*** Opening The data ***

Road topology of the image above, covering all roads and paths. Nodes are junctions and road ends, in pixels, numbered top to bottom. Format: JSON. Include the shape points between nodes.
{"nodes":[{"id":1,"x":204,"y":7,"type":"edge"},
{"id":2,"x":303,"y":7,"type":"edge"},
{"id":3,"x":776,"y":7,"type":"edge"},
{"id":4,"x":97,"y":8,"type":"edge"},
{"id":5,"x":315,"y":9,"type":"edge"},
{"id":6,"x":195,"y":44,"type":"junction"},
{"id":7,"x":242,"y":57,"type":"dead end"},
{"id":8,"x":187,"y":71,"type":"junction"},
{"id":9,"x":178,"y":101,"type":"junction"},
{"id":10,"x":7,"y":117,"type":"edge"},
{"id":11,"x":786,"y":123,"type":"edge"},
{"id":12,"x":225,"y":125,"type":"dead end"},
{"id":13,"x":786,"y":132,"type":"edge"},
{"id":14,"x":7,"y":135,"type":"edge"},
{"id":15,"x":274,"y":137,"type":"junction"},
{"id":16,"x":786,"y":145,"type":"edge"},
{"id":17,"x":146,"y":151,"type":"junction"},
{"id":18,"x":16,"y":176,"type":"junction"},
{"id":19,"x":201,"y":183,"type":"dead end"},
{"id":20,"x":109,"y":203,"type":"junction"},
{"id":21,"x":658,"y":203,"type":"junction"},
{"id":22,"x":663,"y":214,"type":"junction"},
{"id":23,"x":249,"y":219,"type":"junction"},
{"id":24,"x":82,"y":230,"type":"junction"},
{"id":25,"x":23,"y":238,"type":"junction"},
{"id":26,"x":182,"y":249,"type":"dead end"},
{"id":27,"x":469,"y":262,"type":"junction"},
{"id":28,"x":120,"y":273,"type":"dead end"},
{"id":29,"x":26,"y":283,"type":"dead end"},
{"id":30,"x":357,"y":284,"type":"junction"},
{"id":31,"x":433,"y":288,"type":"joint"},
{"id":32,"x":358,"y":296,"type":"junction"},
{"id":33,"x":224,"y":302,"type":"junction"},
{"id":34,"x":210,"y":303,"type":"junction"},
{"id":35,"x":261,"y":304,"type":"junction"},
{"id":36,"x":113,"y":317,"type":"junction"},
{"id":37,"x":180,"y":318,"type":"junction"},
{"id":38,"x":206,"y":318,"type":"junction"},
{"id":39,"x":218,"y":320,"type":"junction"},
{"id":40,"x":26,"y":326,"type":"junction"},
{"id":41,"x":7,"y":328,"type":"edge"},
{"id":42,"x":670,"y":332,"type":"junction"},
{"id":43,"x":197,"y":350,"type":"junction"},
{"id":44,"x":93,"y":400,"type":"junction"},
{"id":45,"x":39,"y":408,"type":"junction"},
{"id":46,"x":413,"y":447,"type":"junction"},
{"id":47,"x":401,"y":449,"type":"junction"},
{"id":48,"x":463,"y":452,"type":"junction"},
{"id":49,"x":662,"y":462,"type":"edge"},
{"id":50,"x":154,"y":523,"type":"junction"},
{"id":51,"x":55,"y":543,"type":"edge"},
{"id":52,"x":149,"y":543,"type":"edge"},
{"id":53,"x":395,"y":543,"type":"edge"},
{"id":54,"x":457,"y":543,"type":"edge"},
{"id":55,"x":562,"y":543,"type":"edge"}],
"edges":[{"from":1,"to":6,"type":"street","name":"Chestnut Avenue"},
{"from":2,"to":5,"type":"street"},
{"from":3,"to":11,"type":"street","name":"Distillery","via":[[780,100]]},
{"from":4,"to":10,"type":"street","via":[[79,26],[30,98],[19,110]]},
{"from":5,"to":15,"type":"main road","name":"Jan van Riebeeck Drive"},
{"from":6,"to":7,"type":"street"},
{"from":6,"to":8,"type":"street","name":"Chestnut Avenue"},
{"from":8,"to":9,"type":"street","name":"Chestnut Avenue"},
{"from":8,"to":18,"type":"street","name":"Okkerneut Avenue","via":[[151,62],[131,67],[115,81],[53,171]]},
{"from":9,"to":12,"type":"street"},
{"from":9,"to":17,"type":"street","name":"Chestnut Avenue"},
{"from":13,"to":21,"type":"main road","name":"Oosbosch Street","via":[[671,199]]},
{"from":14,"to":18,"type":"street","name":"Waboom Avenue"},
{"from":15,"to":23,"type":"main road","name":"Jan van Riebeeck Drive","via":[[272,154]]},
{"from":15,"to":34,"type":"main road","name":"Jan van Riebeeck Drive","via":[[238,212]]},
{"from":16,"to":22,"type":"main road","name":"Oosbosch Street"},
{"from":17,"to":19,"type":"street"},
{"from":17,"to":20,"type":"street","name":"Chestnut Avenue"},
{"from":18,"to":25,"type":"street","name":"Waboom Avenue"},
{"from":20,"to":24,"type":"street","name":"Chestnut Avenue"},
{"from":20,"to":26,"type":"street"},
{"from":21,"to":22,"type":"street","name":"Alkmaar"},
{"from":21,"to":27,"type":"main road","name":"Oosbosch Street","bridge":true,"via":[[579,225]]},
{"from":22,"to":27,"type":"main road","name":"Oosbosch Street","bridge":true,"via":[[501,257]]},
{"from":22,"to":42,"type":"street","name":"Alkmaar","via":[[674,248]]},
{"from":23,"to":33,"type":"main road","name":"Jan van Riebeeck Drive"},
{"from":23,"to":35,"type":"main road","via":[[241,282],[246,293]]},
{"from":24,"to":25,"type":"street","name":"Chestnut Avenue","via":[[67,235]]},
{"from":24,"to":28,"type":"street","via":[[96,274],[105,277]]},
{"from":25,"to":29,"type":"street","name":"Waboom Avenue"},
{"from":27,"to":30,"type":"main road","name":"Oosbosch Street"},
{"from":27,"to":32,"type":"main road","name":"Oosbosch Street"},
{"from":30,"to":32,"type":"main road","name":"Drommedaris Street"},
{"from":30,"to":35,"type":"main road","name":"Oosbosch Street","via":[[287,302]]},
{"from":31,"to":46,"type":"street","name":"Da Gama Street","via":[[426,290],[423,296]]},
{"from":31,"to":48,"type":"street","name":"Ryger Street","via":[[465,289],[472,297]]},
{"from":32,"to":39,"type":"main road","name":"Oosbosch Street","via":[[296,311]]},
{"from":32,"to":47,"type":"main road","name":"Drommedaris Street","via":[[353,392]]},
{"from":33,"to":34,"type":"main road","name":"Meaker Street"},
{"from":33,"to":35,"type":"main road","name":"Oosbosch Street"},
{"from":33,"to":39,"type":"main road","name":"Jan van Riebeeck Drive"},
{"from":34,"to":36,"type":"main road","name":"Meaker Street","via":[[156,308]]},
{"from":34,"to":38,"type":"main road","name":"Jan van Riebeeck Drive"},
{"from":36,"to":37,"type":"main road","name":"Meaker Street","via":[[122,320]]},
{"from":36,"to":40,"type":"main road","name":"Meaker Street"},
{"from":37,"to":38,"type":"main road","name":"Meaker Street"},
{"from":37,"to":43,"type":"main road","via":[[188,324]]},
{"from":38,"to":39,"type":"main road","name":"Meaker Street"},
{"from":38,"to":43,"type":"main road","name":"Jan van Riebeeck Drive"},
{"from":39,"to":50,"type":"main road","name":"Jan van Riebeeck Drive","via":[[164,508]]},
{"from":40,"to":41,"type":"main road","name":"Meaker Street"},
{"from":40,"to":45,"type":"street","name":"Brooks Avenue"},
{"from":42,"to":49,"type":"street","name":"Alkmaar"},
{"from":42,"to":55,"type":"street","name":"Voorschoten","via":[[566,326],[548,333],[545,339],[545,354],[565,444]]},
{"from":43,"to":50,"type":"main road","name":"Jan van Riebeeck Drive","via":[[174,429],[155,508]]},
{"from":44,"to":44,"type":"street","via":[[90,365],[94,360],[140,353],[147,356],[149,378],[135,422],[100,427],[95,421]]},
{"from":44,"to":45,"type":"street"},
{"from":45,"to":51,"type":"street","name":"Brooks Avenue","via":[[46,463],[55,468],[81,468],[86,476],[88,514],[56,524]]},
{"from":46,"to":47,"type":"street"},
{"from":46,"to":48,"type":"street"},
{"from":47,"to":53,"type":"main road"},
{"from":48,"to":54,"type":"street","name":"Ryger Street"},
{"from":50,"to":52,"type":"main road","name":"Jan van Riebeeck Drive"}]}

*** Closing The data ***

__Work required__
Go through the entries above and copy every line containing "nodes".

__Response area__
Road topology of the image above, covering all roads and paths. Nodes are junctions and road ends, in pixels, numbered top to bottom. Format: JSON. Include the shape points between nodes.
{"nodes":[{"id":1,"x":204,"y":7,"type":"edge"},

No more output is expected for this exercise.